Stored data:
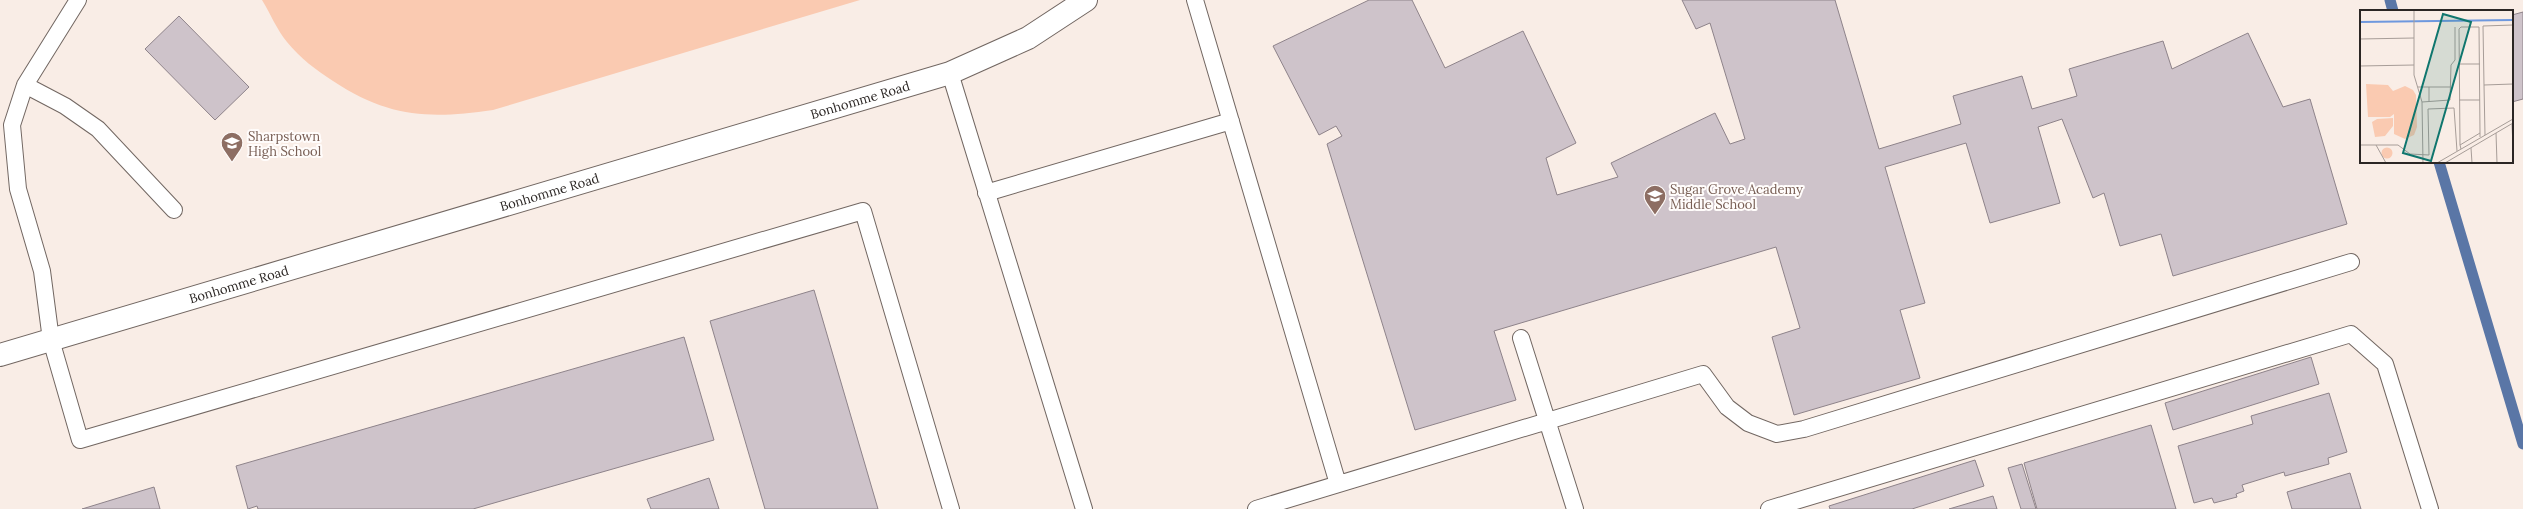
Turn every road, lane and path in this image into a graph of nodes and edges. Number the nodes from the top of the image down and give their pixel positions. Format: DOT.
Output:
graph roads {
  1 [pos="78,0"];
  2 [pos="1086,0"];
  3 [pos="1195,0"];
  4 [pos="950,73"];
  5 [pos="25,85"];
  6 [pos="1231,121"];
  7 [pos="986,193"];
  8 [pos="174,210"];
  9 [pos="2351,262"];
  10 [pos="1520,338"];
  11 [pos="51,340"];
  12 [pos="0,355"];
  13 [pos="1548,420"];
  14 [pos="1338,484"];
  15 [pos="950,509"];
  16 [pos="1084,509"];
  17 [pos="1256,509"];
  18 [pos="1575,509"];
  19 [pos="1769,509"];
  20 [pos="2430,509"];
  1 -- 5 [label="lane"];
  2 -- 4 [label="street, Bonhomme Road"];
  3 -- 6 [label="lane"];
  4 -- 7 [label="lane"];
  4 -- 11 [label="street, Bonhomme Road"];
  5 -- 8 [label="lane"];
  5 -- 11 [label="lane"];
  6 -- 7 [label="lane"];
  6 -- 14 [label="lane"];
  7 -- 16 [label="lane"];
  9 -- 13 [label="lane"];
  10 -- 13 [label="lane"];
  11 -- 12 [label="street, Bonhomme Road"];
  11 -- 15 [label="lane"];
  13 -- 14 [label="lane"];
  13 -- 18 [label="lane"];
  14 -- 17 [label="lane"];
  19 -- 20 [label="lane"];
}
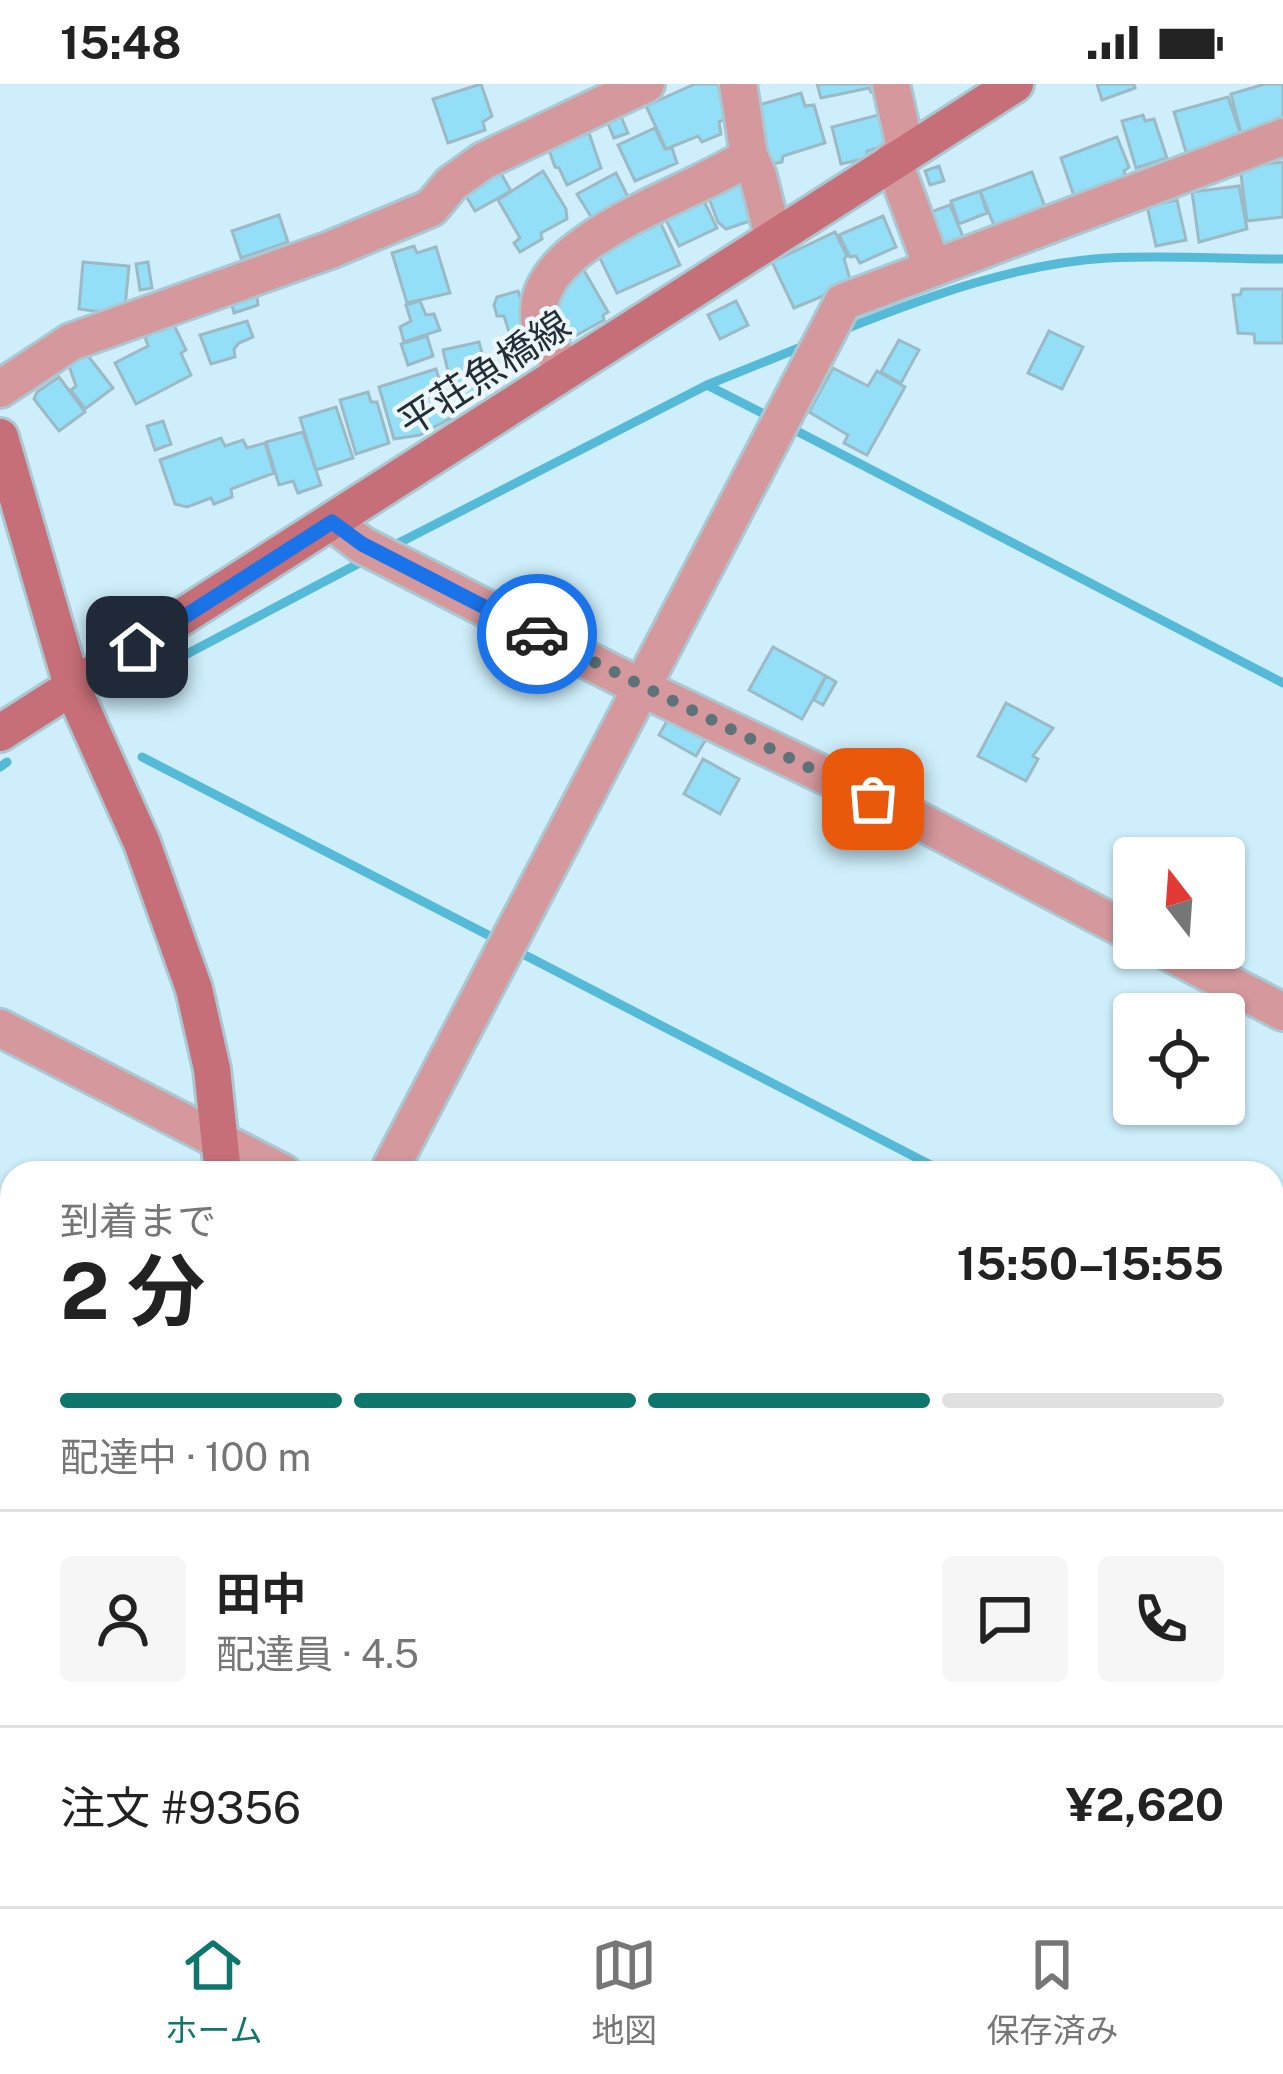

Prompt: Write all the entries again word for word, minus the pictures.

Solved exercise:
Turn every road, lane and path in this image into a graph of nodes and edges. Number the nodes from the top of the image down and give their pixel positions. Format: DOT.
Output:
graph roads {
  1 [pos="78,0"];
  2 [pos="1086,0"];
  3 [pos="1195,0"];
  4 [pos="950,73"];
  5 [pos="25,85"];
  6 [pos="1231,121"];
  7 [pos="986,193"];
  8 [pos="174,210"];
  9 [pos="2351,262"];
  10 [pos="1520,338"];
  11 [pos="51,340"];
  12 [pos="0,355"];
  13 [pos="1548,420"];
  14 [pos="1338,484"];
  15 [pos="950,509"];
  16 [pos="1084,509"];
  17 [pos="1256,509"];
  18 [pos="1575,509"];
  19 [pos="1769,509"];
  20 [pos="2430,509"];
  1 -- 5 [label="lane"];
  2 -- 4 [label="street, Bonhomme Road"];
  3 -- 6 [label="lane"];
  4 -- 7 [label="lane"];
  4 -- 11 [label="street, Bonhomme Road"];
  5 -- 8 [label="lane"];
  5 -- 11 [label="lane"];
  6 -- 7 [label="lane"];
  6 -- 14 [label="lane"];
  7 -- 16 [label="lane"];
  9 -- 13 [label="lane"];
  10 -- 13 [label="lane"];
  11 -- 12 [label="street, Bonhomme Road"];
  11 -- 15 [label="lane"];
  13 -- 14 [label="lane"];
  13 -- 18 [label="lane"];
  14 -- 17 [label="lane"];
  19 -- 20 [label="lane"];
}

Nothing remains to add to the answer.